(Dataset excerpts)

::::::::

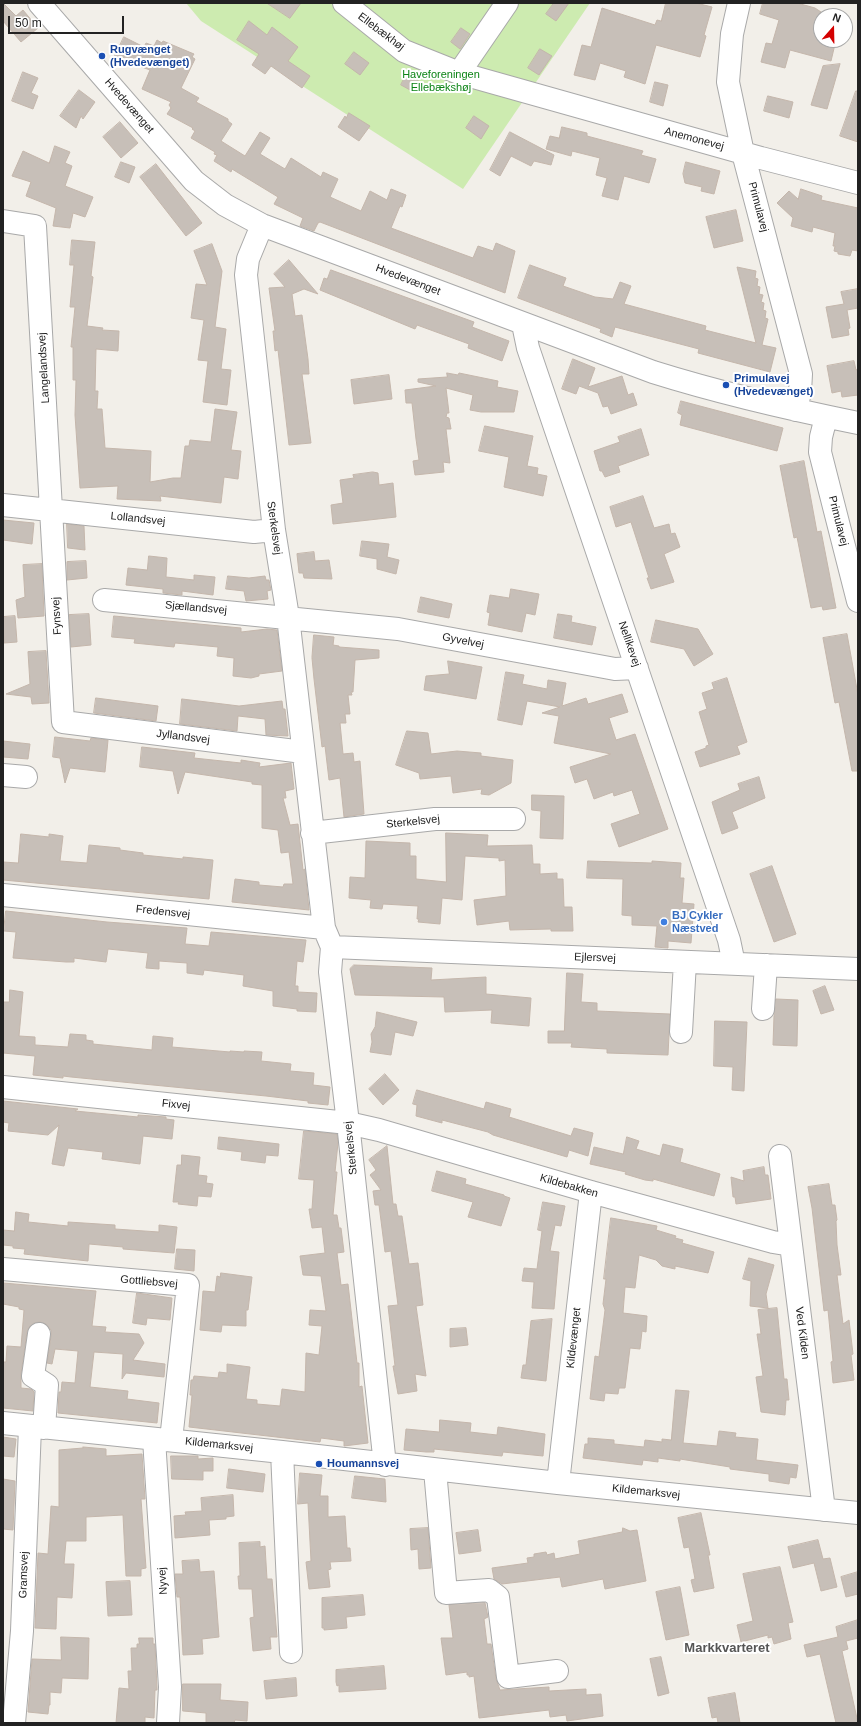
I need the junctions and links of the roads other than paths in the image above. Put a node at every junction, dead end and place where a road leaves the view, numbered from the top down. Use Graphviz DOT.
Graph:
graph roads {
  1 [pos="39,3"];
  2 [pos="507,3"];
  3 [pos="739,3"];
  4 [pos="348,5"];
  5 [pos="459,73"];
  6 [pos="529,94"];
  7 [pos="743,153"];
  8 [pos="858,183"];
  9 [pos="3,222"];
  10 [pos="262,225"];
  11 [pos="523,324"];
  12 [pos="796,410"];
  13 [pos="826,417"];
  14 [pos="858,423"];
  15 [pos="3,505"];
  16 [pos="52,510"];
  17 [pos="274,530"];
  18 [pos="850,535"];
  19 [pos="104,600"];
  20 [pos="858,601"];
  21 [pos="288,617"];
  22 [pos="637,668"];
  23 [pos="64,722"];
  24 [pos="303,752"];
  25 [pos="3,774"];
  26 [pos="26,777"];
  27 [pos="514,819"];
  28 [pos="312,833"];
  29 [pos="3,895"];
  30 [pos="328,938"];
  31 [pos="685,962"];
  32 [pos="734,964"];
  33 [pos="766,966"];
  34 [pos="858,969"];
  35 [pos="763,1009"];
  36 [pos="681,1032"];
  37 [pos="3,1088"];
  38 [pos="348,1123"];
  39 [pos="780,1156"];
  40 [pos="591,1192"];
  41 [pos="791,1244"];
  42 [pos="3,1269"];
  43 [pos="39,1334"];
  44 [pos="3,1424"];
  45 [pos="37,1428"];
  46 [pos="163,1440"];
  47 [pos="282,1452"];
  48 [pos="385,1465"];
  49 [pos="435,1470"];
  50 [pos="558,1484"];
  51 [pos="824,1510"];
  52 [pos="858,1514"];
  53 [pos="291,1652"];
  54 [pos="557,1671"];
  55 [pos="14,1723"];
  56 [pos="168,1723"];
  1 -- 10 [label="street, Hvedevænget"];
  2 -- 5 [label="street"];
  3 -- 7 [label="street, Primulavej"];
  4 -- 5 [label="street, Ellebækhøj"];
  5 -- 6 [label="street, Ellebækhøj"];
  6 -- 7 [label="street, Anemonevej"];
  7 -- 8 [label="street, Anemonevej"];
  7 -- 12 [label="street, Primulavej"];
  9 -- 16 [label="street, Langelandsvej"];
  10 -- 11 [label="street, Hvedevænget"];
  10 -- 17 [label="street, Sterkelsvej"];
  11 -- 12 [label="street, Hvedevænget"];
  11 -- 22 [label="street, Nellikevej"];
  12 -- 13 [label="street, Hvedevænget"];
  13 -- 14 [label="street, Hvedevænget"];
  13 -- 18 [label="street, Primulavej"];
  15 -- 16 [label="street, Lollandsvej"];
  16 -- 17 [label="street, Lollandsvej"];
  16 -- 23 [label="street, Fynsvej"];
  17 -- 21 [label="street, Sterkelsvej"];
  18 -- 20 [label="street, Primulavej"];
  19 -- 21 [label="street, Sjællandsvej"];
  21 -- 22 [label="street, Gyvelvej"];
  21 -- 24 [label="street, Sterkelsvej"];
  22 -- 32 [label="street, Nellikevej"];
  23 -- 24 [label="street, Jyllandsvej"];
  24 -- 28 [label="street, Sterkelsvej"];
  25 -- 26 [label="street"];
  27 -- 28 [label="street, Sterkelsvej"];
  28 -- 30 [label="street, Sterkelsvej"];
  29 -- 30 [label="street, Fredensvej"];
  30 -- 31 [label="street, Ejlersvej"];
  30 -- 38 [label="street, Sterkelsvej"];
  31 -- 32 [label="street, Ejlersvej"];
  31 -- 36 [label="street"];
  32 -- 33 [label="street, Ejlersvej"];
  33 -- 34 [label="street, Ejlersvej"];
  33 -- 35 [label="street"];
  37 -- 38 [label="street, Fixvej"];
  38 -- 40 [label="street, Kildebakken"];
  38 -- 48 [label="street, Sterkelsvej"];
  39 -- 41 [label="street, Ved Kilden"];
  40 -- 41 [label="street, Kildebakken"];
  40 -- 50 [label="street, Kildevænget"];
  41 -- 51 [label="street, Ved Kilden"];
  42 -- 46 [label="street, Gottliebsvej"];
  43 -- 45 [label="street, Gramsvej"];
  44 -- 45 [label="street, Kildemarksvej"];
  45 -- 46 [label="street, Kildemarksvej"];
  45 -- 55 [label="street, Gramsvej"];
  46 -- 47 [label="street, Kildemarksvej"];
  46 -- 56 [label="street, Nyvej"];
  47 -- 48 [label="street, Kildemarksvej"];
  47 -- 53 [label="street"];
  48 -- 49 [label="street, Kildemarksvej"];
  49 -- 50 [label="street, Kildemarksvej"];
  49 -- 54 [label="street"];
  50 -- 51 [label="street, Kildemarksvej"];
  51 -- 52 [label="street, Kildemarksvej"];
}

::::::::

Required action: Output the entries above exactly, without their pictures.

Task result:
I need the junctions and links of the roads other than paths in the image above. Put a node at every junction, dead end and place where a road leaves the view, numbered from the top down. Use Graphviz DOT.
Graph:
graph roads {
  1 [pos="39,3"];
  2 [pos="507,3"];
  3 [pos="739,3"];
  4 [pos="348,5"];
  5 [pos="459,73"];
  6 [pos="529,94"];
  7 [pos="743,153"];
  8 [pos="858,183"];
  9 [pos="3,222"];
  10 [pos="262,225"];
  11 [pos="523,324"];
  12 [pos="796,410"];
  13 [pos="826,417"];
  14 [pos="858,423"];
  15 [pos="3,505"];
  16 [pos="52,510"];
  17 [pos="274,530"];
  18 [pos="850,535"];
  19 [pos="104,600"];
  20 [pos="858,601"];
  21 [pos="288,617"];
  22 [pos="637,668"];
  23 [pos="64,722"];
  24 [pos="303,752"];
  25 [pos="3,774"];
  26 [pos="26,777"];
  27 [pos="514,819"];
  28 [pos="312,833"];
  29 [pos="3,895"];
  30 [pos="328,938"];
  31 [pos="685,962"];
  32 [pos="734,964"];
  33 [pos="766,966"];
  34 [pos="858,969"];
  35 [pos="763,1009"];
  36 [pos="681,1032"];
  37 [pos="3,1088"];
  38 [pos="348,1123"];
  39 [pos="780,1156"];
  40 [pos="591,1192"];
  41 [pos="791,1244"];
  42 [pos="3,1269"];
  43 [pos="39,1334"];
  44 [pos="3,1424"];
  45 [pos="37,1428"];
  46 [pos="163,1440"];
  47 [pos="282,1452"];
  48 [pos="385,1465"];
  49 [pos="435,1470"];
  50 [pos="558,1484"];
  51 [pos="824,1510"];
  52 [pos="858,1514"];
  53 [pos="291,1652"];
  54 [pos="557,1671"];
  55 [pos="14,1723"];
  56 [pos="168,1723"];
  1 -- 10 [label="street, Hvedevænget"];
  2 -- 5 [label="street"];
  3 -- 7 [label="street, Primulavej"];
  4 -- 5 [label="street, Ellebækhøj"];
  5 -- 6 [label="street, Ellebækhøj"];
  6 -- 7 [label="street, Anemonevej"];
  7 -- 8 [label="street, Anemonevej"];
  7 -- 12 [label="street, Primulavej"];
  9 -- 16 [label="street, Langelandsvej"];
  10 -- 11 [label="street, Hvedevænget"];
  10 -- 17 [label="street, Sterkelsvej"];
  11 -- 12 [label="street, Hvedevænget"];
  11 -- 22 [label="street, Nellikevej"];
  12 -- 13 [label="street, Hvedevænget"];
  13 -- 14 [label="street, Hvedevænget"];
  13 -- 18 [label="street, Primulavej"];
  15 -- 16 [label="street, Lollandsvej"];
  16 -- 17 [label="street, Lollandsvej"];
  16 -- 23 [label="street, Fynsvej"];
  17 -- 21 [label="street, Sterkelsvej"];
  18 -- 20 [label="street, Primulavej"];
  19 -- 21 [label="street, Sjællandsvej"];
  21 -- 22 [label="street, Gyvelvej"];
  21 -- 24 [label="street, Sterkelsvej"];
  22 -- 32 [label="street, Nellikevej"];
  23 -- 24 [label="street, Jyllandsvej"];
  24 -- 28 [label="street, Sterkelsvej"];
  25 -- 26 [label="street"];
  27 -- 28 [label="street, Sterkelsvej"];
  28 -- 30 [label="street, Sterkelsvej"];
  29 -- 30 [label="street, Fredensvej"];
  30 -- 31 [label="street, Ejlersvej"];
  30 -- 38 [label="street, Sterkelsvej"];
  31 -- 32 [label="street, Ejlersvej"];
  31 -- 36 [label="street"];
  32 -- 33 [label="street, Ejlersvej"];
  33 -- 34 [label="street, Ejlersvej"];
  33 -- 35 [label="street"];
  37 -- 38 [label="street, Fixvej"];
  38 -- 40 [label="street, Kildebakken"];
  38 -- 48 [label="street, Sterkelsvej"];
  39 -- 41 [label="street, Ved Kilden"];
  40 -- 41 [label="street, Kildebakken"];
  40 -- 50 [label="street, Kildevænget"];
  41 -- 51 [label="street, Ved Kilden"];
  42 -- 46 [label="street, Gottliebsvej"];
  43 -- 45 [label="street, Gramsvej"];
  44 -- 45 [label="street, Kildemarksvej"];
  45 -- 46 [label="street, Kildemarksvej"];
  45 -- 55 [label="street, Gramsvej"];
  46 -- 47 [label="street, Kildemarksvej"];
  46 -- 56 [label="street, Nyvej"];
  47 -- 48 [label="street, Kildemarksvej"];
  47 -- 53 [label="street"];
  48 -- 49 [label="street, Kildemarksvej"];
  49 -- 50 [label="street, Kildemarksvej"];
  49 -- 54 [label="street"];
  50 -- 51 [label="street, Kildemarksvej"];
  51 -- 52 [label="street, Kildemarksvej"];
}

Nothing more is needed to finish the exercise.